» PROBLEM TO SOLVE
Where a picture appears, skip it; print everything else in the records exactly as it stands.

» SOURCE MATERIAL
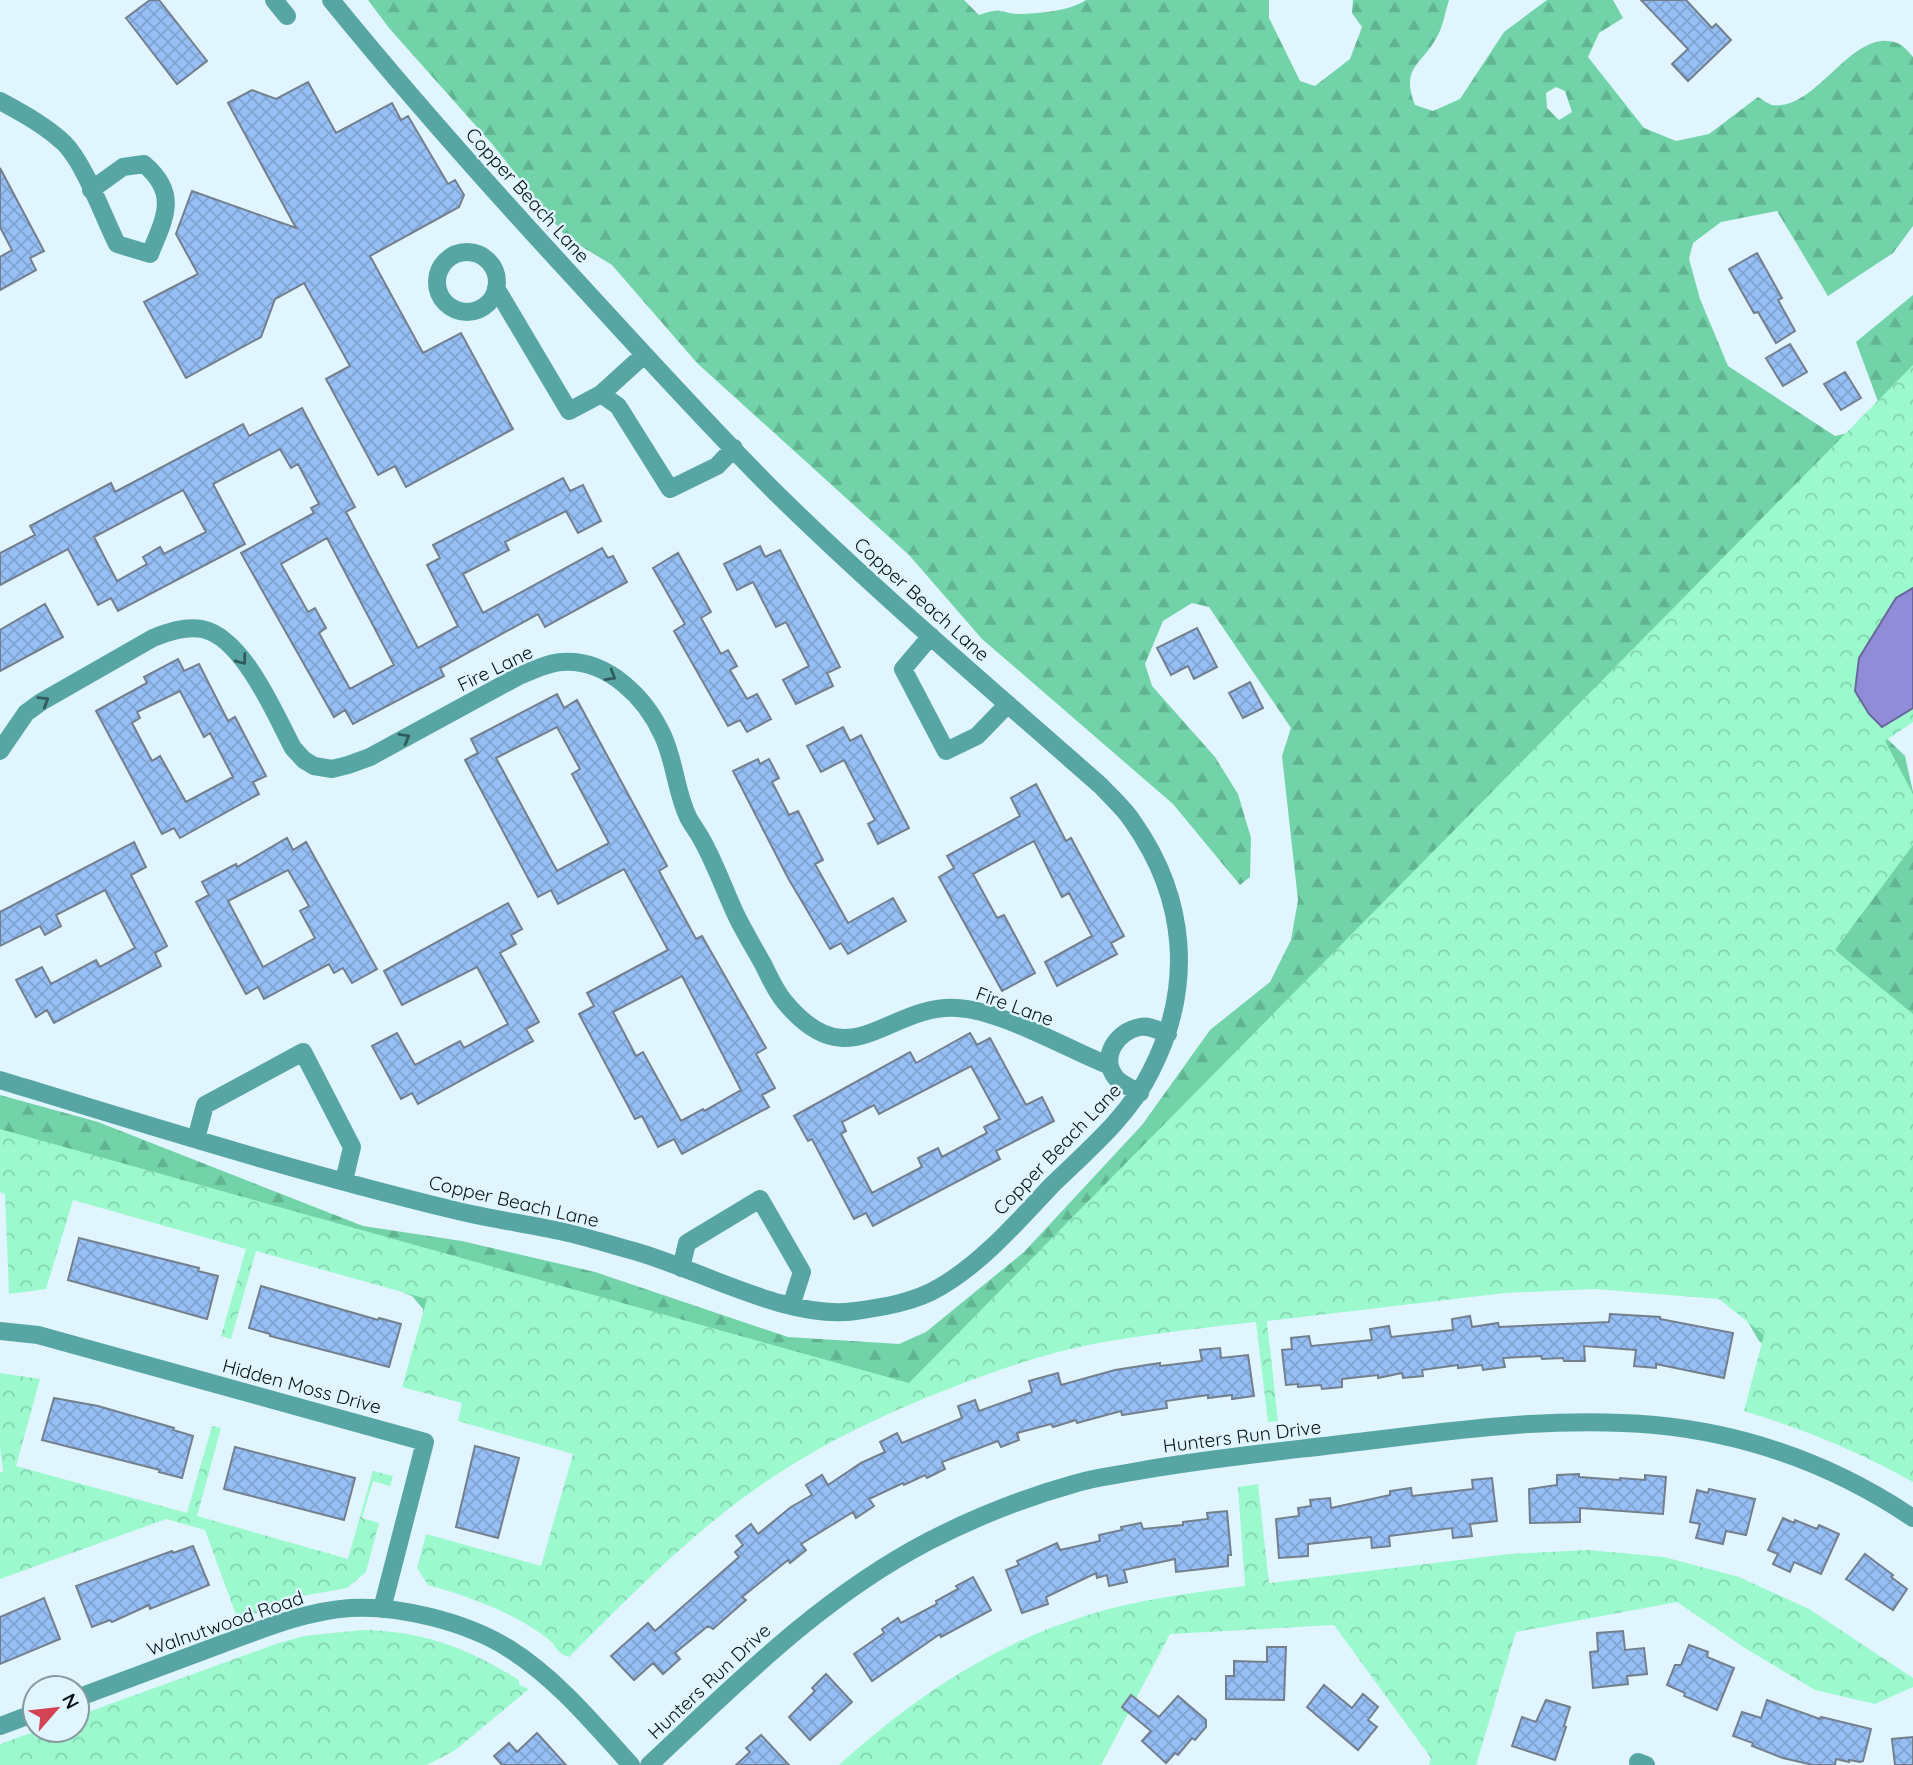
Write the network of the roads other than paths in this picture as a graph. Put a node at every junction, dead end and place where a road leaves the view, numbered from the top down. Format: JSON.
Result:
{"nodes":[{"id":1,"x":274,"y":0,"type":"edge"},
{"id":2,"x":331,"y":0,"type":"edge"},
{"id":3,"x":287,"y":16,"type":"dead end"},
{"id":4,"x":0,"y":101,"type":"edge"},
{"id":5,"x":91,"y":190,"type":"junction"},
{"id":6,"x":496,"y":288,"type":"dead end"},
{"id":7,"x":644,"y":355,"type":"junction"},
{"id":8,"x":601,"y":394,"type":"junction"},
{"id":9,"x":734,"y":448,"type":"junction"},
{"id":10,"x":931,"y":635,"type":"junction"},
{"id":11,"x":1008,"y":704,"type":"junction"},
{"id":12,"x":0,"y":751,"type":"edge"},
{"id":13,"x":1168,"y":1034,"type":"junction"},
{"id":14,"x":1110,"y":1066,"type":"junction"},
{"id":15,"x":0,"y":1080,"type":"edge"},
{"id":16,"x":1140,"y":1093,"type":"junction"},
{"id":17,"x":196,"y":1139,"type":"junction"},
{"id":18,"x":344,"y":1181,"type":"junction"},
{"id":19,"x":681,"y":1268,"type":"junction"},
{"id":20,"x":791,"y":1306,"type":"junction"},
{"id":21,"x":0,"y":1331,"type":"edge"},
{"id":22,"x":1913,"y":1518,"type":"edge"},
{"id":23,"x":382,"y":1609,"type":"junction"},
{"id":24,"x":91,"y":1693,"type":"edge"},
{"id":25,"x":21,"y":1718,"type":"edge"},
{"id":26,"x":0,"y":1726,"type":"edge"},
{"id":27,"x":631,"y":1765,"type":"edge"},
{"id":28,"x":649,"y":1765,"type":"edge"}],
"edges":[{"from":1,"to":3,"type":"street"},
{"from":2,"to":7,"type":"street","name":"Copper Beach Lane"},
{"from":4,"to":5,"type":"street"},
{"from":5,"to":5,"type":"street"},
{"from":6,"to":8,"type":"street"},
{"from":7,"to":8,"type":"street"},
{"from":7,"to":9,"type":"street","name":"Copper Beach Lane"},
{"from":8,"to":9,"type":"street"},
{"from":9,"to":10,"type":"street","name":"Copper Beach Lane"},
{"from":10,"to":11,"type":"street","name":"Copper Beach Lane"},
{"from":10,"to":11,"type":"street"},
{"from":11,"to":13,"type":"street","name":"Copper Beach Lane"},
{"from":12,"to":14,"type":"street","name":"Fire Lane","one_way":true},
{"from":13,"to":14,"type":"street"},
{"from":13,"to":16,"type":"street","name":"Copper Beach Lane"},
{"from":14,"to":16,"type":"street"},
{"from":15,"to":17,"type":"street","name":"Copper Beach Lane"},
{"from":16,"to":20,"type":"street","name":"Copper Beach Lane"},
{"from":17,"to":18,"type":"street","name":"Copper Beach Lane"},
{"from":17,"to":18,"type":"street"},
{"from":18,"to":19,"type":"street","name":"Copper Beach Lane"},
{"from":19,"to":20,"type":"street","name":"Copper Beach Lane"},
{"from":19,"to":20,"type":"street"},
{"from":21,"to":23,"type":"street","name":"Hidden Moss Drive"},
{"from":22,"to":28,"type":"street","name":"Hunters Run Drive"},
{"from":23,"to":24,"type":"street","name":"Walnutwood Road"},
{"from":23,"to":27,"type":"street","name":"Walnutwood Road"},
{"from":25,"to":26,"type":"street"}]}
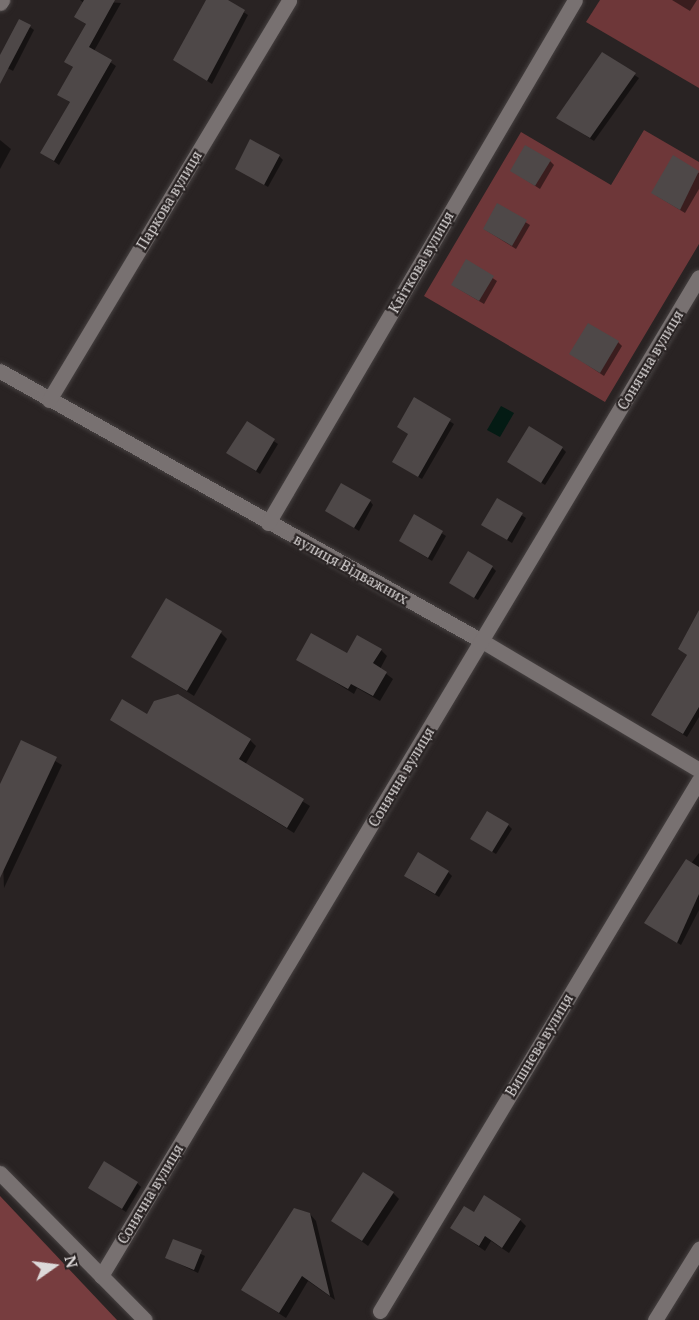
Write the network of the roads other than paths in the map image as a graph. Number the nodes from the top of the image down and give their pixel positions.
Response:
1 (289, 0) edge
2 (575, 0) edge
3 (699, 277) edge
4 (0, 371) edge
5 (49, 400) junction
6 (268, 523) junction
7 (482, 641) junction
8 (699, 770) edge
9 (699, 780) edge
10 (0, 1173) edge
11 (699, 1249) edge
12 (101, 1276) junction
13 (380, 1311) dead end
14 (145, 1320) edge
15 (656, 1320) edge

1 - 5 street, Паркова вулиця
2 - 6 street, Квіткова вулиця
3 - 7 street, Сонячна вулиця
4 - 5 street, вулиця Відважних
5 - 6 street, вулиця Відважних
6 - 7 street, вулиця Відважних
7 - 8 street, вулиця Відважних
7 - 12 street, Сонячна вулиця
9 - 13 street, Вишнева вулиця
10 - 12 street
11 - 15 street
12 - 14 street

» EXERCISE RESULT
Write the network of the roads other than paths in this picture as a graph. Put a node at every junction, dead end and place where a road leaves the view, numbered from the top down. Format: JSON.
Result:
{"nodes":[{"id":1,"x":274,"y":0,"type":"edge"},
{"id":2,"x":331,"y":0,"type":"edge"},
{"id":3,"x":287,"y":16,"type":"dead end"},
{"id":4,"x":0,"y":101,"type":"edge"},
{"id":5,"x":91,"y":190,"type":"junction"},
{"id":6,"x":496,"y":288,"type":"dead end"},
{"id":7,"x":644,"y":355,"type":"junction"},
{"id":8,"x":601,"y":394,"type":"junction"},
{"id":9,"x":734,"y":448,"type":"junction"},
{"id":10,"x":931,"y":635,"type":"junction"},
{"id":11,"x":1008,"y":704,"type":"junction"},
{"id":12,"x":0,"y":751,"type":"edge"},
{"id":13,"x":1168,"y":1034,"type":"junction"},
{"id":14,"x":1110,"y":1066,"type":"junction"},
{"id":15,"x":0,"y":1080,"type":"edge"},
{"id":16,"x":1140,"y":1093,"type":"junction"},
{"id":17,"x":196,"y":1139,"type":"junction"},
{"id":18,"x":344,"y":1181,"type":"junction"},
{"id":19,"x":681,"y":1268,"type":"junction"},
{"id":20,"x":791,"y":1306,"type":"junction"},
{"id":21,"x":0,"y":1331,"type":"edge"},
{"id":22,"x":1913,"y":1518,"type":"edge"},
{"id":23,"x":382,"y":1609,"type":"junction"},
{"id":24,"x":91,"y":1693,"type":"edge"},
{"id":25,"x":21,"y":1718,"type":"edge"},
{"id":26,"x":0,"y":1726,"type":"edge"},
{"id":27,"x":631,"y":1765,"type":"edge"},
{"id":28,"x":649,"y":1765,"type":"edge"}],
"edges":[{"from":1,"to":3,"type":"street"},
{"from":2,"to":7,"type":"street","name":"Copper Beach Lane"},
{"from":4,"to":5,"type":"street"},
{"from":5,"to":5,"type":"street"},
{"from":6,"to":8,"type":"street"},
{"from":7,"to":8,"type":"street"},
{"from":7,"to":9,"type":"street","name":"Copper Beach Lane"},
{"from":8,"to":9,"type":"street"},
{"from":9,"to":10,"type":"street","name":"Copper Beach Lane"},
{"from":10,"to":11,"type":"street","name":"Copper Beach Lane"},
{"from":10,"to":11,"type":"street"},
{"from":11,"to":13,"type":"street","name":"Copper Beach Lane"},
{"from":12,"to":14,"type":"street","name":"Fire Lane","one_way":true},
{"from":13,"to":14,"type":"street"},
{"from":13,"to":16,"type":"street","name":"Copper Beach Lane"},
{"from":14,"to":16,"type":"street"},
{"from":15,"to":17,"type":"street","name":"Copper Beach Lane"},
{"from":16,"to":20,"type":"street","name":"Copper Beach Lane"},
{"from":17,"to":18,"type":"street","name":"Copper Beach Lane"},
{"from":17,"to":18,"type":"street"},
{"from":18,"to":19,"type":"street","name":"Copper Beach Lane"},
{"from":19,"to":20,"type":"street","name":"Copper Beach Lane"},
{"from":19,"to":20,"type":"street"},
{"from":21,"to":23,"type":"street","name":"Hidden Moss Drive"},
{"from":22,"to":28,"type":"street","name":"Hunters Run Drive"},
{"from":23,"to":24,"type":"street","name":"Walnutwood Road"},
{"from":23,"to":27,"type":"street","name":"Walnutwood Road"},
{"from":25,"to":26,"type":"street"}]}
Write the network of the roads other than paths in the map image as a graph. Number the nodes from the top of the image down and give their pixel positions.
Response:
1 (289, 0) edge
2 (575, 0) edge
3 (699, 277) edge
4 (0, 371) edge
5 (49, 400) junction
6 (268, 523) junction
7 (482, 641) junction
8 (699, 770) edge
9 (699, 780) edge
10 (0, 1173) edge
11 (699, 1249) edge
12 (101, 1276) junction
13 (380, 1311) dead end
14 (145, 1320) edge
15 (656, 1320) edge

1 - 5 street, Паркова вулиця
2 - 6 street, Квіткова вулиця
3 - 7 street, Сонячна вулиця
4 - 5 street, вулиця Відважних
5 - 6 street, вулиця Відважних
6 - 7 street, вулиця Відважних
7 - 8 street, вулиця Відважних
7 - 12 street, Сонячна вулиця
9 - 13 street, Вишнева вулиця
10 - 12 street
11 - 15 street
12 - 14 street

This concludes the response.